Domingo, 08 de março de 2026

Postado às 17h30 | 22 Jul 2025 | redação No ritmo atual, filho de Bolsonaro deve perder o mandato no início de outubro

Crédito da foto: Reprodução Depoutado Eduardo Bolsonaro

Por Congresso em Foco

Congresso em Foco fez o cálculo: se a Câmara dos Deputados mantiver o ritmo atual de trabalho, o deputado Eduardo Bolsonaro (PL-SP) deve atingir o número de ausências não-justificadas para perder o mandato no início de outubro.

Como perder um mandato

O cálculo se baseia no regimento da Câmara e no ritmo atual dos trabalhos dos deputados:

  • A regra atual na Casa é que um deputado perde seu mandato se faltar a um terço das sessões de votação no plenário em um ano legislativo.
  • Como não é possível saber de antemão quantas sessões de votação cada ano vai ter, a Câmara toma como base o número do ano anterior. Isso significa que, em 2025, um parlamentar que tiver um número de faltas não-justificadas maior do que a terça parte das sessões de votação em 2024 pode perder o mandato.

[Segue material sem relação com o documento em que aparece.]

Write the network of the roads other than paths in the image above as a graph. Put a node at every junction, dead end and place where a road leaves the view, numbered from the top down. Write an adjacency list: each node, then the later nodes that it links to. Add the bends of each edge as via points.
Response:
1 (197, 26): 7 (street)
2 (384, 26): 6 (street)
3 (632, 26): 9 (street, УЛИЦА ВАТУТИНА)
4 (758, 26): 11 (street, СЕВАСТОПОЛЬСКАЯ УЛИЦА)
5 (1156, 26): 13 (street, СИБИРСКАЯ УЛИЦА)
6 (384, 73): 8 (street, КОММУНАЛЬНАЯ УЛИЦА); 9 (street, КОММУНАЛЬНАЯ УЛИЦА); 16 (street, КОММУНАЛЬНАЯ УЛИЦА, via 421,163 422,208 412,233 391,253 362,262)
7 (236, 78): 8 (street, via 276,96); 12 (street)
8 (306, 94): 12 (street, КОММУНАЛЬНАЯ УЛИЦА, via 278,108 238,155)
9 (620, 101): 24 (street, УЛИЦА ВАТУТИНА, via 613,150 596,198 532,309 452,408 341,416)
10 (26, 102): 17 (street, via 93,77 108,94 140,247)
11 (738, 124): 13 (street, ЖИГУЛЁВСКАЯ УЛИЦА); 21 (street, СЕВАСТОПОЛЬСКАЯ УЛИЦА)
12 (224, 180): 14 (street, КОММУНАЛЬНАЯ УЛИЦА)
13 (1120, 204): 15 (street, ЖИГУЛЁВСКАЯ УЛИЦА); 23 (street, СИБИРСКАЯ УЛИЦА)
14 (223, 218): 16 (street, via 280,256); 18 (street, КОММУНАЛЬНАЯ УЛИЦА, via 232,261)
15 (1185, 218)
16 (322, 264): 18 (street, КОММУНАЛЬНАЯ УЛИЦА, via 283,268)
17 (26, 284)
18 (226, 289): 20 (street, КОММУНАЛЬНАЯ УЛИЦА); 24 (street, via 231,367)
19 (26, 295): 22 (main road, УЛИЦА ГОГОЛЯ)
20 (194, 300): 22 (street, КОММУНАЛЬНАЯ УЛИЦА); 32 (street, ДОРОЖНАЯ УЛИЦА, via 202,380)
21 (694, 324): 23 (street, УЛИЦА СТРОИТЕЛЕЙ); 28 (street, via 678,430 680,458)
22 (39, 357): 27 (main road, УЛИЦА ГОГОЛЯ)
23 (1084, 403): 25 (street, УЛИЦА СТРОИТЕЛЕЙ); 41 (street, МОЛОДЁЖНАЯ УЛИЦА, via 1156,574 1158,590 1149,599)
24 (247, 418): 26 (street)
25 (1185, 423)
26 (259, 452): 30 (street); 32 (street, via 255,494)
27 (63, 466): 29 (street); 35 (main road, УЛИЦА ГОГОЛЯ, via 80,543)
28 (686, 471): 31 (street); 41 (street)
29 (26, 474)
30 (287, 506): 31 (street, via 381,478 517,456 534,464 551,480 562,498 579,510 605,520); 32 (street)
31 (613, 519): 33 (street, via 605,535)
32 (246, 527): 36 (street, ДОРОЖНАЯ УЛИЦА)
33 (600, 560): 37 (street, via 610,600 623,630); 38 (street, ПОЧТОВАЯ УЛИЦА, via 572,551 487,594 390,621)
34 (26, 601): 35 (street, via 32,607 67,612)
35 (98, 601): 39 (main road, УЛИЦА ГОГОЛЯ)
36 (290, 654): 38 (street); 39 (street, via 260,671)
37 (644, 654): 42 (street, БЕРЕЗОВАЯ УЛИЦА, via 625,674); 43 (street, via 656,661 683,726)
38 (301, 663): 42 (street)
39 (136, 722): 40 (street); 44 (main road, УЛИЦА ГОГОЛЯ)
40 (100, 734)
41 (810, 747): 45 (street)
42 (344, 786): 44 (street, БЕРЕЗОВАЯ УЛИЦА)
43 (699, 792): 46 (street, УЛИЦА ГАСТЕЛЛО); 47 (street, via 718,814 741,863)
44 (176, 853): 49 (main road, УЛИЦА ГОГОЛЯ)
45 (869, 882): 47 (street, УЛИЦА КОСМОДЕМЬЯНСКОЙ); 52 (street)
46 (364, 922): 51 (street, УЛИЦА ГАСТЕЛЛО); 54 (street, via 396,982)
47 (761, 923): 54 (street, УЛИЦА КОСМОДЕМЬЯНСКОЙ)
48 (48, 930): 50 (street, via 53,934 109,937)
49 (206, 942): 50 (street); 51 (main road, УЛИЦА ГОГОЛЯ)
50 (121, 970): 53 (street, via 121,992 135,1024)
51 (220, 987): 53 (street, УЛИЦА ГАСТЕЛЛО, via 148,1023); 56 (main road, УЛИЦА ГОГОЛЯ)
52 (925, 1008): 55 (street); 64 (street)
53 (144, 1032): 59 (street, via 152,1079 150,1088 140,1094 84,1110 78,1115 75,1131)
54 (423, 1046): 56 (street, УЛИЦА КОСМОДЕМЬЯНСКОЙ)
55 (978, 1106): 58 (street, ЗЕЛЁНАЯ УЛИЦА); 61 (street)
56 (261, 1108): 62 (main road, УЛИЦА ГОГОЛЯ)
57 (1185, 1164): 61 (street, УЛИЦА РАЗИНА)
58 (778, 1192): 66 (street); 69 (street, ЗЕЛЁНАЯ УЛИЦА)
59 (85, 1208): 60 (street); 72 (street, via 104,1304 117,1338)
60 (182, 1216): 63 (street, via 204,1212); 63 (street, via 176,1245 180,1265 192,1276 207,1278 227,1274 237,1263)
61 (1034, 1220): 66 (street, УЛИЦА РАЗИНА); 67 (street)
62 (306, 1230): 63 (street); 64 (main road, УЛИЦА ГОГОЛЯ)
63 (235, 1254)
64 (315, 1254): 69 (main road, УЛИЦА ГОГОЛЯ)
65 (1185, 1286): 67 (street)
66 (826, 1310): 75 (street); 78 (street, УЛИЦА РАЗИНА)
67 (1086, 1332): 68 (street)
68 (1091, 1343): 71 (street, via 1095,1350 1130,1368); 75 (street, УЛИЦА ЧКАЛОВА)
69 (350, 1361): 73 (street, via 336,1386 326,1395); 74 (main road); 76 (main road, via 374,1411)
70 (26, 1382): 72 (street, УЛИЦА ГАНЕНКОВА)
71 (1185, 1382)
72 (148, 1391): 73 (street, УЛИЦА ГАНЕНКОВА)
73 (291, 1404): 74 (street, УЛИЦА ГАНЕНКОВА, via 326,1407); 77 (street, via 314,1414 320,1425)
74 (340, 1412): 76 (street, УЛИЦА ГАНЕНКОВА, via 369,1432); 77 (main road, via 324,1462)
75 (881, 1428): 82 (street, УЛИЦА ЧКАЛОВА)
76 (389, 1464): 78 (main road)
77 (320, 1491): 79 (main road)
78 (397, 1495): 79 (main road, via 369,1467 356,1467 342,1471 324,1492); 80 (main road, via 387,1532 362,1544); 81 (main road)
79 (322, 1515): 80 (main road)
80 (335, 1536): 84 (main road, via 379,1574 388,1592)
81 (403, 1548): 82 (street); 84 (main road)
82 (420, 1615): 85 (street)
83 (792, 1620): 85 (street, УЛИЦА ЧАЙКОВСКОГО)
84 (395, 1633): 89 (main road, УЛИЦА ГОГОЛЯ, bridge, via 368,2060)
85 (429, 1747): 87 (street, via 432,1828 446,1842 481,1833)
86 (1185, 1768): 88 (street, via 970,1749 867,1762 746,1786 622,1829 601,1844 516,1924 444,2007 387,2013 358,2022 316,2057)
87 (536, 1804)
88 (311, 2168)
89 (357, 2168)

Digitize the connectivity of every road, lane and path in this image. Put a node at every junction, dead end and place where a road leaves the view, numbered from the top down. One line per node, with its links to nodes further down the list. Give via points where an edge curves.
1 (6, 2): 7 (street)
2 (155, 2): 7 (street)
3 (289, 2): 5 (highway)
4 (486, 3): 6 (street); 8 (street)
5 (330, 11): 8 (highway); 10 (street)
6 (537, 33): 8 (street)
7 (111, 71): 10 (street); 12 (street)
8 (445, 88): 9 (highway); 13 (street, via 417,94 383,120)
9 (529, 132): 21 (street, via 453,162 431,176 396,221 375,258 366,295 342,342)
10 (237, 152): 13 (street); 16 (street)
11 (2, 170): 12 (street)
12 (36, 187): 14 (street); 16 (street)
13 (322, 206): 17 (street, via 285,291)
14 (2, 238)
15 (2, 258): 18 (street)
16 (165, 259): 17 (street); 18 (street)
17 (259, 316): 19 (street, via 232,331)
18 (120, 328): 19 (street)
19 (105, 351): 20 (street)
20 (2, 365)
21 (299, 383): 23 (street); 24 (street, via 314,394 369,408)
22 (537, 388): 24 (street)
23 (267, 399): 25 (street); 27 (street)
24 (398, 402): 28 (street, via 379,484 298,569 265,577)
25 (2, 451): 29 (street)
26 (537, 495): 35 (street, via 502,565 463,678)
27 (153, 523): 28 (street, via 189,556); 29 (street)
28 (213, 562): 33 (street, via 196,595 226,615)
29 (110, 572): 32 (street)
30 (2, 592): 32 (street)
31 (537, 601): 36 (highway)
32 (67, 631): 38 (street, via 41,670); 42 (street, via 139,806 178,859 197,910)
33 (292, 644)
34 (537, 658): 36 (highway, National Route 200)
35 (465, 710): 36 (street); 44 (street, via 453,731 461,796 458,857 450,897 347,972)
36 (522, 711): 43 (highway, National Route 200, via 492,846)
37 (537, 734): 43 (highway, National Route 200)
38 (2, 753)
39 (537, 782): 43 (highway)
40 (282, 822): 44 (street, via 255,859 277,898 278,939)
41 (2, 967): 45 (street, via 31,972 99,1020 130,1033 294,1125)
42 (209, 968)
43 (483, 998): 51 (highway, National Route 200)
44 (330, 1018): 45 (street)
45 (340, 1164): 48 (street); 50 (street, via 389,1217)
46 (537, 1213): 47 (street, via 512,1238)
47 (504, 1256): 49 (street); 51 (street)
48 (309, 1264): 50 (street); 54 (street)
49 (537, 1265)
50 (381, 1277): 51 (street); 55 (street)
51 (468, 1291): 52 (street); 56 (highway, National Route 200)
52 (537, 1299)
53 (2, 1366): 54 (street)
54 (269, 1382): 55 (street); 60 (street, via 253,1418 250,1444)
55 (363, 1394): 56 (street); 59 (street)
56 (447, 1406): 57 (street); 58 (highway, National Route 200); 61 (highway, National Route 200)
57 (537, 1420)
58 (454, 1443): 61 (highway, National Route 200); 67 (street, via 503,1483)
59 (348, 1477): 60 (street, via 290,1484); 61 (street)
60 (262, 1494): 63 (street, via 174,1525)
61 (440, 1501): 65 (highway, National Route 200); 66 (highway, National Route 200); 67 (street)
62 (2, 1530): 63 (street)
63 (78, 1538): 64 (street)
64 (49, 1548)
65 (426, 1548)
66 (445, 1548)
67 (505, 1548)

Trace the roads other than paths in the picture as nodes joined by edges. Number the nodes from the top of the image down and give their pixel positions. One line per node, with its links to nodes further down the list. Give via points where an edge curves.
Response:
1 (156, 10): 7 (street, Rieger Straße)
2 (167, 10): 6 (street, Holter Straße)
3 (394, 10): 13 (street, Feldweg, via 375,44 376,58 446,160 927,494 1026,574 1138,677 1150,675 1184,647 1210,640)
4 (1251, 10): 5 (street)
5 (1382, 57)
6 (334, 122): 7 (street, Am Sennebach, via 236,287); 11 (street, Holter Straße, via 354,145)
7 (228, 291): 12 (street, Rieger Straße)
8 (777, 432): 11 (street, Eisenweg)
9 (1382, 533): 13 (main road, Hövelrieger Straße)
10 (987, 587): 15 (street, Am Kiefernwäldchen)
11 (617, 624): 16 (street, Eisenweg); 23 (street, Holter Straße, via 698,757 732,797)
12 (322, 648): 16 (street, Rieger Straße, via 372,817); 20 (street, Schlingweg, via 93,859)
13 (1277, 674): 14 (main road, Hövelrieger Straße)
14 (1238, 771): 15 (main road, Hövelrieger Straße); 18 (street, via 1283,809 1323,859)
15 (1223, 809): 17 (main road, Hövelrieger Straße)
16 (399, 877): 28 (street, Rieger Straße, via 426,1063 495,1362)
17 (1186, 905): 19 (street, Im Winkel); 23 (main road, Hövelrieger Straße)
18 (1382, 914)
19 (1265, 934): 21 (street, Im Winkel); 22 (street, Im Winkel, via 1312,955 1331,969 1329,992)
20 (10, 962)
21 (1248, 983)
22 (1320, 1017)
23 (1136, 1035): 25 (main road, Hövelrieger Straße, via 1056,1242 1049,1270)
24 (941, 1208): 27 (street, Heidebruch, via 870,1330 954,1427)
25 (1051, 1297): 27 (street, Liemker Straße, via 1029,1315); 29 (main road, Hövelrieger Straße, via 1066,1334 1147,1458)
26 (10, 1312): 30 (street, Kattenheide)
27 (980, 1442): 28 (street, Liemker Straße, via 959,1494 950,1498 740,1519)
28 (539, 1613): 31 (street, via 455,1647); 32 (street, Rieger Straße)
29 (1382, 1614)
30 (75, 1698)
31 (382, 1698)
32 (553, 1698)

Essa foi a regra usada, por exemplo, na cassação do deputado Chiquinho Brazão (sem partido-RJ), que não compareceu às sessões de 2025 por estar na prisão. O anúncio da perda de mandato dele cita o Ato da Mesa que determina essas regras de contagem, publicado em 2017.

O caso Eduardo

Eduardo Bolsonaro licenciou-se do mandato em março de 2025, o que significa que não acumulou faltas não-justificadas na Câmara a partir daí. O seu período de licença acabou durante o recesso parlamentar. Isso significa que, quando a Casa retomar seus trabalhos no plenário, também começa a contagem de faltas. Quando elas chegaram a mais de um terço das sessões realizadas no ano anterior, a Mesa Diretora pode decretar a perda de mandato do deputado.

De acordo com a Câmara, Eduardo tem quatro ausências não justificadas em 2025. A contagem, então, começa a partir daí:

  • Para fazer essa contagem, o Congresso em Foco considerou que a Câmara deve realizar três sessões de votação por semana. Isso se alinha ao regimento da Casa, mas também ao ritmo de trabalho em 2025 até agora: no primeiro semestre do ano, a Câmara realizou 67 sessões em 22 semanas, o que equivale a pouco mais de três por semana.
  • Em 2024, a Casa realizou 90 sessões de votação - um número menor do que deve ter em 2025, o que se justifica pelas eleições municipais no ano passado, que diminuem o movimento no Congresso. Isso significa que um deputado, em 2025, pode perder seu mandato se acumular 30 faltas não-justificadas.

Considerando-se esse nível de atividade e que Eduardo não faça alguma coisa que pare a contagem - assumir um cargo de secretário estadual, por exemplo -, o parlamentar terá perto de dois meses ainda podendo ser chamado assim: o número mágico de 30 faltas será atingido em 1º de outubro. Não é necessário considerar eventuais feriados até lá, que atrasariam a contagem; o único deles no caminho é o Dia da Independência, em 7 de setembro, que vai cair em um domingo.

A perda de mandato depende de ato da Mesa Diretora da Casa. O caso de Chiquinho Brazão, porém, é um precedente complicado para o deputado: veio com celeridade, pouco depois que o número de faltas foi atingido.